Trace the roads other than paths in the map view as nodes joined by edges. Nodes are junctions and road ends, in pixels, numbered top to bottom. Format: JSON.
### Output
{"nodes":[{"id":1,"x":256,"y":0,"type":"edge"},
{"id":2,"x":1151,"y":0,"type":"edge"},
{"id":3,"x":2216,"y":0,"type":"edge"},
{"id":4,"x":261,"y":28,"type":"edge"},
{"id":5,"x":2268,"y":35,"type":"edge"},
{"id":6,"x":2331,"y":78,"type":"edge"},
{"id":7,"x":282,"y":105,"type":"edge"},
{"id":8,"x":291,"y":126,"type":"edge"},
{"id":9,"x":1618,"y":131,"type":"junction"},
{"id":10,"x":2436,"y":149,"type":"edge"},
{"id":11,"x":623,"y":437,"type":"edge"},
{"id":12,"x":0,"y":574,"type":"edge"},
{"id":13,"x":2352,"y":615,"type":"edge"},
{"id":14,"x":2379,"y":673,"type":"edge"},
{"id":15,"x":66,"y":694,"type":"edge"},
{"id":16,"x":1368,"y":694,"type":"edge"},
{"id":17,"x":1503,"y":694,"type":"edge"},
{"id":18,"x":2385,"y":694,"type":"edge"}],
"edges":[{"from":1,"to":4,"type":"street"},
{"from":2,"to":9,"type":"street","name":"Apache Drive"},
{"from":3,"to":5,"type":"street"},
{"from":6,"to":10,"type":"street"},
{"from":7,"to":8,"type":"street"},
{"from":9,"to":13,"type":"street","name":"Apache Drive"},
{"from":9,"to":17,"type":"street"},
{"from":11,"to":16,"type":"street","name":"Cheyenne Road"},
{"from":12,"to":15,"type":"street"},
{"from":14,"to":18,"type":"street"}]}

--

▸ **Goal of the exercise**
Print out the whole listing exactly as it appears.

▸ **Result below**
Trace the roads other than paths in the map view as nodes joined by edges. Nodes are junctions and road ends, in pixels, numbered top to bottom. Format: JSON.
### Output
{"nodes":[{"id":1,"x":256,"y":0,"type":"edge"},
{"id":2,"x":1151,"y":0,"type":"edge"},
{"id":3,"x":2216,"y":0,"type":"edge"},
{"id":4,"x":261,"y":28,"type":"edge"},
{"id":5,"x":2268,"y":35,"type":"edge"},
{"id":6,"x":2331,"y":78,"type":"edge"},
{"id":7,"x":282,"y":105,"type":"edge"},
{"id":8,"x":291,"y":126,"type":"edge"},
{"id":9,"x":1618,"y":131,"type":"junction"},
{"id":10,"x":2436,"y":149,"type":"edge"},
{"id":11,"x":623,"y":437,"type":"edge"},
{"id":12,"x":0,"y":574,"type":"edge"},
{"id":13,"x":2352,"y":615,"type":"edge"},
{"id":14,"x":2379,"y":673,"type":"edge"},
{"id":15,"x":66,"y":694,"type":"edge"},
{"id":16,"x":1368,"y":694,"type":"edge"},
{"id":17,"x":1503,"y":694,"type":"edge"},
{"id":18,"x":2385,"y":694,"type":"edge"}],
"edges":[{"from":1,"to":4,"type":"street"},
{"from":2,"to":9,"type":"street","name":"Apache Drive"},
{"from":3,"to":5,"type":"street"},
{"from":6,"to":10,"type":"street"},
{"from":7,"to":8,"type":"street"},
{"from":9,"to":13,"type":"street","name":"Apache Drive"},
{"from":9,"to":17,"type":"street"},
{"from":11,"to":16,"type":"street","name":"Cheyenne Road"},
{"from":12,"to":15,"type":"street"},
{"from":14,"to":18,"type":"street"}]}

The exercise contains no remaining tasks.